“The Eternal is your dwelling place, and underneath are the everlasting arms.” Deuteronomy. 33:27
On occasions when I am alone and in a particular frame of mind, a steady stream of faces moves across my memory.
Some of them did not tell me their names, some gave false names. The troubles they were tortured into telling were true enough.
The hurt. The awful sense of inadequacy. The lostness, the failure, fear, guilt, despair, panic. The pain of being ripped apart by powers too terrible to comprehend, not knowing what to do, or how to go on, whether to go on.
So what do I say to them? Different things, of course, as circumstances differ, but it really all boils down to one essential truth; in life’s extremities, facing intolerable situations with impossible alternatives, there is hope!
The wisdom of the ages from Baha’i to Zoroaster come together at this point. It is a core concept of the cosmos. In the Judaeo-Christian package that hope is described metaphorically as “The Everlasting Arms.”
It is those Everlasting Arms I talked to them about, but rarely in religious terms.

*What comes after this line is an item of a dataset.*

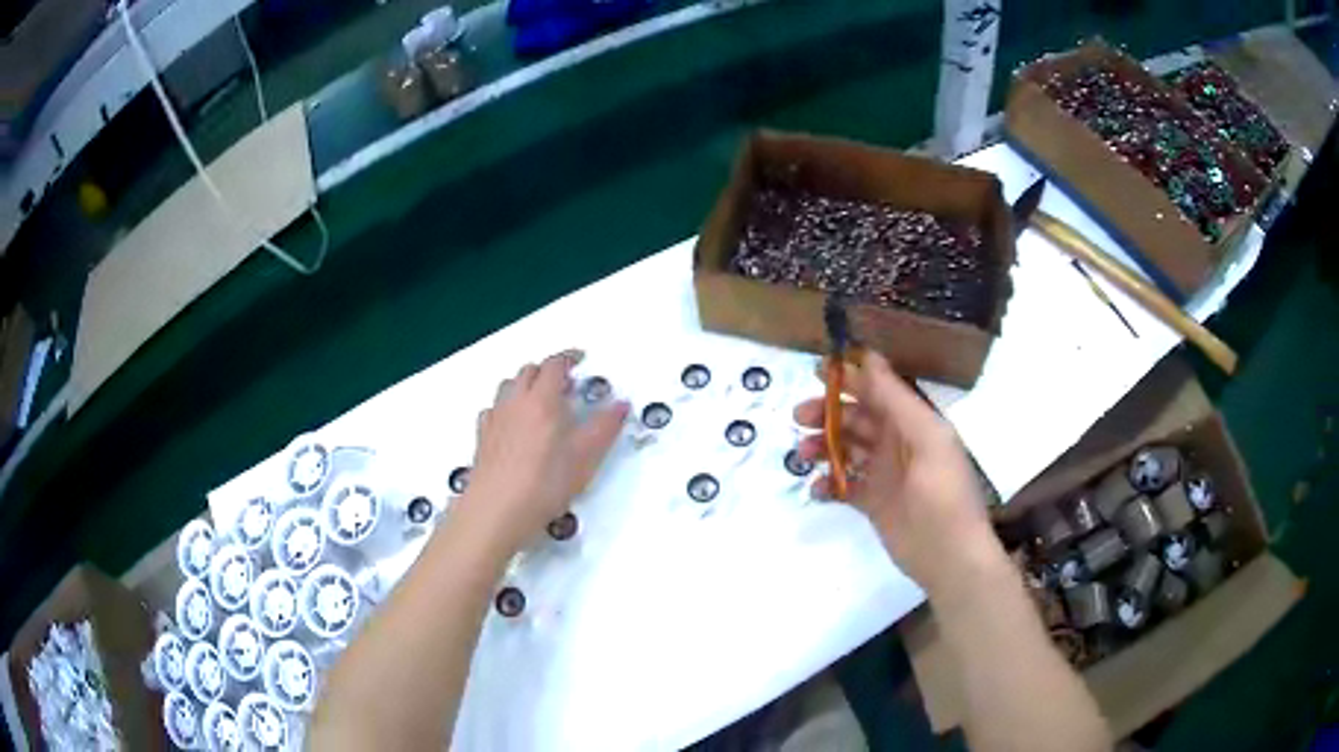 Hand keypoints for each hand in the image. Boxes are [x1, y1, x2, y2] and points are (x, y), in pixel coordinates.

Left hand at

I have no stomach or time for pious platitudes.
It was important that they hear it, not in auditory capture of ancient texts, but hearing with the ears of the soul. When I talked to them about it I heard it again myself. I need to hear it, because I am one of them. I may not need it today, but I will tomorrow, and I want to remember when my time comes, again.
We err if we think the Everlasting Arms are mystical, mysterious, a divine rescue, God’s response to a 9-1-1 prayer. The Everlasting Arms frequently have a remarkably human look about them.
Years ago a physician colleague talked to me about a patient who, despite his best efforts, continued to get worse for no apparent clinical reason. His wife’s death sucked all reason to live out of him. He was angry with his physician, with himself, with God, with everything and everybody.
He was courteous enough but I couldn’t talk to him on his terms. I’d never been where he was, and I was getting nowhere.
I called for help from another man who had experienced a similar loss, and he did for our patient what two doctors could not do. The man found a lady friend, took dancing lessons, and got back to living. The physician discharged him. His Everlasting Arms were those of a 63-year-old plumber.
Some day you will be called upon to be the everlasting arms of someone who has dashed his or her foot against a stone.
Some day they will be your hands, reaching out to steady some soul stumbling in the dark, sliding into despair, whose strength is gone and you must carry him a while, if you will. Don’t miss it!
Empty vodka bottle on the table, bleary eyes watching the paramedic patching up his wife’s battered face, slurring words, “Yeah, I roughed her up a little, but God knows I didn’t mean to do THAT!” For him, for them, there were the Everlasting Arms.
White knuckles gripping the bed rail. A Catholic nun, Marine Corps Drill Sergeant, Baptist preacher and a terrified mother, their anxious eyes fixed on a tiny body whose breathing grew slower and slower and finally stopped. The pain was unbearable, but the Everlasting Arms were there for them.
Beige carpet soaking up blood from the big man’s self-inflicted wound. His angry eyes found the priest: “Who the Hell sent for you?” But for him the Everlasting Arms would come, unbidden.
Readily recognized woman’s voice, public voice, cultured accents not quite masking an about-to-explode inner tension, speaking softly into the phone: “I’ve done a terrible thing, I must talk to someone, but please, don’t tell me I have to pray.”
I didn’t, but the Everlasting Arms still came around to do their thing. It does happen!